WORK INSTRUCTION:
Write out all the data verbatim. Skip images.

• • • • • • •

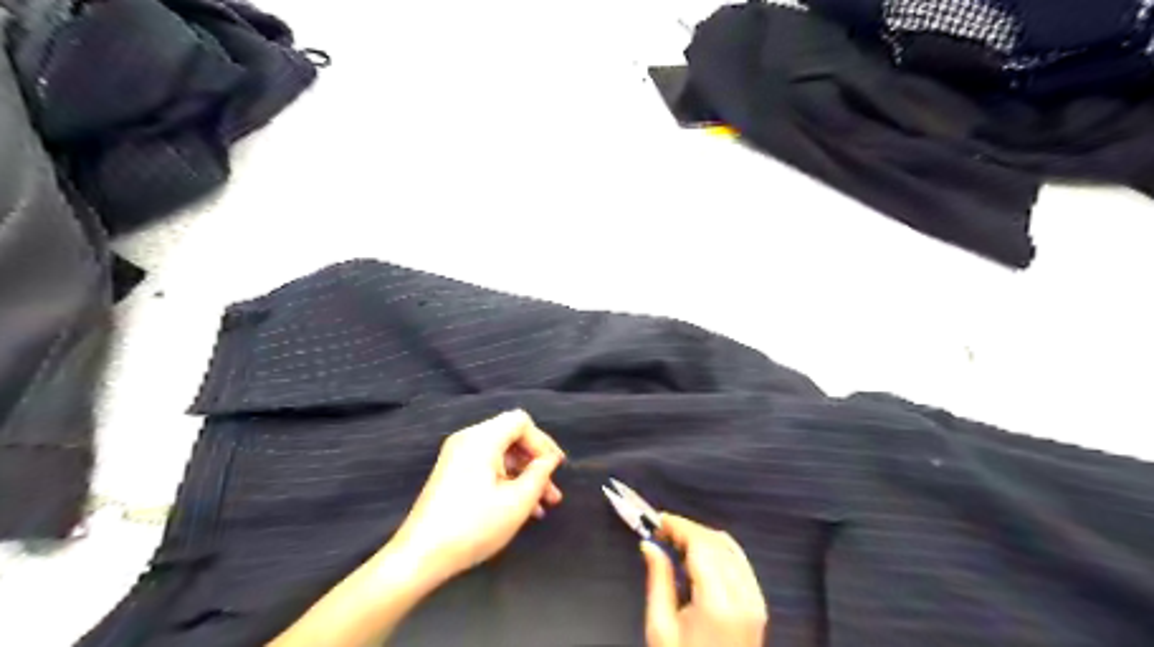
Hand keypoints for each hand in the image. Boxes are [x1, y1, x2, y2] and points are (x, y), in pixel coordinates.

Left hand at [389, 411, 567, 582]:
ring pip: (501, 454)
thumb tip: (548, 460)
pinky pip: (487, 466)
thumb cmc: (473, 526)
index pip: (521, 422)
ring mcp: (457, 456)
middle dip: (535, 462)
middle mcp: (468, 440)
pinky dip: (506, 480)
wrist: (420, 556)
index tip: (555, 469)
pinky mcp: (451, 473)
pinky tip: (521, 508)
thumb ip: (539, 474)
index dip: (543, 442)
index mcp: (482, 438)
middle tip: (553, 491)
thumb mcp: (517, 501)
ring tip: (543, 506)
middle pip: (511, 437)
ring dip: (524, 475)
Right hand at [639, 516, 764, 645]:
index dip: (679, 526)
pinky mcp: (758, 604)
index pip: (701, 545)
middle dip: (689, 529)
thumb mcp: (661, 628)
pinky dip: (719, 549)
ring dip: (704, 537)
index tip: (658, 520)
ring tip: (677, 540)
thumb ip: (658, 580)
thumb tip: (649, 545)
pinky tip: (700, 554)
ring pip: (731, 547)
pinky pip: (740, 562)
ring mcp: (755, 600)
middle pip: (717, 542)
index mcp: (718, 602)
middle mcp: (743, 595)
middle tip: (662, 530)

• • • • • • •

EXERCISE OUTPUT:
Hand keypoints for each hand in the image. Boxes are [x1, y1, x2, y2] and points are (x, y), in pixel coordinates.

Left hand at [389, 411, 567, 582]:
ring pip: (501, 454)
thumb tip: (548, 460)
pinky pip: (487, 466)
thumb cmc: (473, 526)
index pip: (521, 422)
ring mcp: (457, 456)
middle dip: (535, 462)
middle mcp: (468, 440)
pinky dip: (506, 480)
wrist: (420, 556)
index tip: (555, 469)
pinky mcp: (451, 473)
pinky tip: (521, 508)
thumb ip: (539, 474)
index dip: (543, 442)
index mcp: (482, 438)
middle tip: (553, 491)
thumb mcp: (517, 501)
ring tip: (543, 506)
middle pip: (511, 437)
ring dip: (524, 475)
Right hand at [639, 516, 764, 645]:
index dip: (679, 526)
pinky mcp: (758, 604)
index pip: (701, 545)
middle dip: (689, 529)
thumb mcp: (661, 628)
pinky dip: (719, 549)
ring dip: (704, 537)
index tip: (658, 520)
ring tip: (677, 540)
thumb ip: (658, 580)
thumb tip: (649, 545)
pinky tip: (700, 554)
ring pip: (731, 547)
pinky pip: (740, 562)
ring mcp: (755, 600)
middle pip: (717, 542)
index mcp: (718, 602)
middle mcp: (743, 595)
middle tip: (662, 530)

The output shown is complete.